Jika meminjam pembedaan Albert Camus, data-data itu bisa sebagai titik temu dari dua kejahatan, kejahatan hasrat dan kejahatan logika, the crime of passion dan the crime of logic. Camus menulis pembedaan kedua jenis kejahatan itu dalam The Rebel, dan terbit di awal-awal ‘perang ideologis’ yang intens di pertengahan abad 20, antara Blok Barat dan Blok Timur. Maka tidak mengherankan jika ‘kejahatan logika’ itu digambarkan juga erat terkait dengan segala pembenaran-pembenaran ideologis. Sebuah ‘story-telling’ dengan background dinamika ideologi.

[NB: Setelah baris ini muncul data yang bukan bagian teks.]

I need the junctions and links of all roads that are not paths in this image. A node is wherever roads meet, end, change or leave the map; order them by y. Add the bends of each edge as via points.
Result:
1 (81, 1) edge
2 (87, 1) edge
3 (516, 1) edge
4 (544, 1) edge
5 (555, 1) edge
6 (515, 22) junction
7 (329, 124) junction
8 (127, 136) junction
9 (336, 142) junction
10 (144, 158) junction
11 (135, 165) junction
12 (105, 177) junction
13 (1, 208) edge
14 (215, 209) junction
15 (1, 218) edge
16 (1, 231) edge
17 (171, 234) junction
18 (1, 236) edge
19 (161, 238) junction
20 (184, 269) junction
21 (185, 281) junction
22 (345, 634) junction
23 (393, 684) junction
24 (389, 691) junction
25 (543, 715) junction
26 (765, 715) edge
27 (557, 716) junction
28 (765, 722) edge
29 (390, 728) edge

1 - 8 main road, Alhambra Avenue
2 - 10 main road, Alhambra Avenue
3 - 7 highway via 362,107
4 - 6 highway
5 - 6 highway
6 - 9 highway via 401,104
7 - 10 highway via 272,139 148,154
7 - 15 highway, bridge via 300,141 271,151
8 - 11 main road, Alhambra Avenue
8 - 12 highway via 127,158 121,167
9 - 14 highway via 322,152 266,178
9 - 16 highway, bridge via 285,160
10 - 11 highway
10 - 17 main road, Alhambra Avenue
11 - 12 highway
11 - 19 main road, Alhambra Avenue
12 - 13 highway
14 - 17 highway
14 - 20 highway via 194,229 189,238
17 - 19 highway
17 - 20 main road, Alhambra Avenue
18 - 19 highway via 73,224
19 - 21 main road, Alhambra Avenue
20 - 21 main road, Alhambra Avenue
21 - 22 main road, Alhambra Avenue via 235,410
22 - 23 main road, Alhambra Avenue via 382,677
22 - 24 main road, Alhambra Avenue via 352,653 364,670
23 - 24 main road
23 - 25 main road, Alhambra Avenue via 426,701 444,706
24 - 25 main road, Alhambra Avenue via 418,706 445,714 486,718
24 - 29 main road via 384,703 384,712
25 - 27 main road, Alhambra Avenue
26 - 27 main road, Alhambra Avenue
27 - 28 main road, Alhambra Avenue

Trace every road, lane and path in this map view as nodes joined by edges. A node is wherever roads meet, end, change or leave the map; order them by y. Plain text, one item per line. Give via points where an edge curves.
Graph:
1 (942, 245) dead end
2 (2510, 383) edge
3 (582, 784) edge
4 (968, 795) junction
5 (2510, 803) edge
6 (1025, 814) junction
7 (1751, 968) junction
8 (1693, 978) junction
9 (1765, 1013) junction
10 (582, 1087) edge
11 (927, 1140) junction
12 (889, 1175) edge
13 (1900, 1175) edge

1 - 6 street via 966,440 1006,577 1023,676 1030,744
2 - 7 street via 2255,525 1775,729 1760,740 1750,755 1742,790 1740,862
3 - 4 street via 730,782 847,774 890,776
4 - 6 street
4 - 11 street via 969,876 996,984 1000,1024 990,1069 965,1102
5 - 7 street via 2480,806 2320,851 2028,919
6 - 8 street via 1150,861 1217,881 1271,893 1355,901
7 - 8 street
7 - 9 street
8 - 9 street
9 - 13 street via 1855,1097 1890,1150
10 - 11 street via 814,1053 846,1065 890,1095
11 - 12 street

Meki sudah hampir 60 tahun sejak Daniel Bell mempublikasikan The End of Ideology, bukan berarti pembicaraan soal ideologi terus menghilang. Tetapi meski begitu dengan runtuhnya Tembok Berlin sekitar 10 tahun sebelum Pak Harto dipaksa mengundurkan diri, pembahasan soal ideologi memang agak berkurang intensitasnya. Tetapi apa yang disebut oleh Camus sebagai ‘kejahatan logika’ itu bukannya juga terus berkurang. Semakin menguat ‘kejahatan logika’ itu kemudian tidak mendasarkan pada ideologi semata, tetapi salah satunya adalah: data. Lihatlah sebagai contoh apa yang terjadi soal Perang Irak itu, bagaimana spin terkait senjata pembunuh massal itu dimainkan. Atau ‘data-data’ soal radikalisme, dan bahkan itu di republik!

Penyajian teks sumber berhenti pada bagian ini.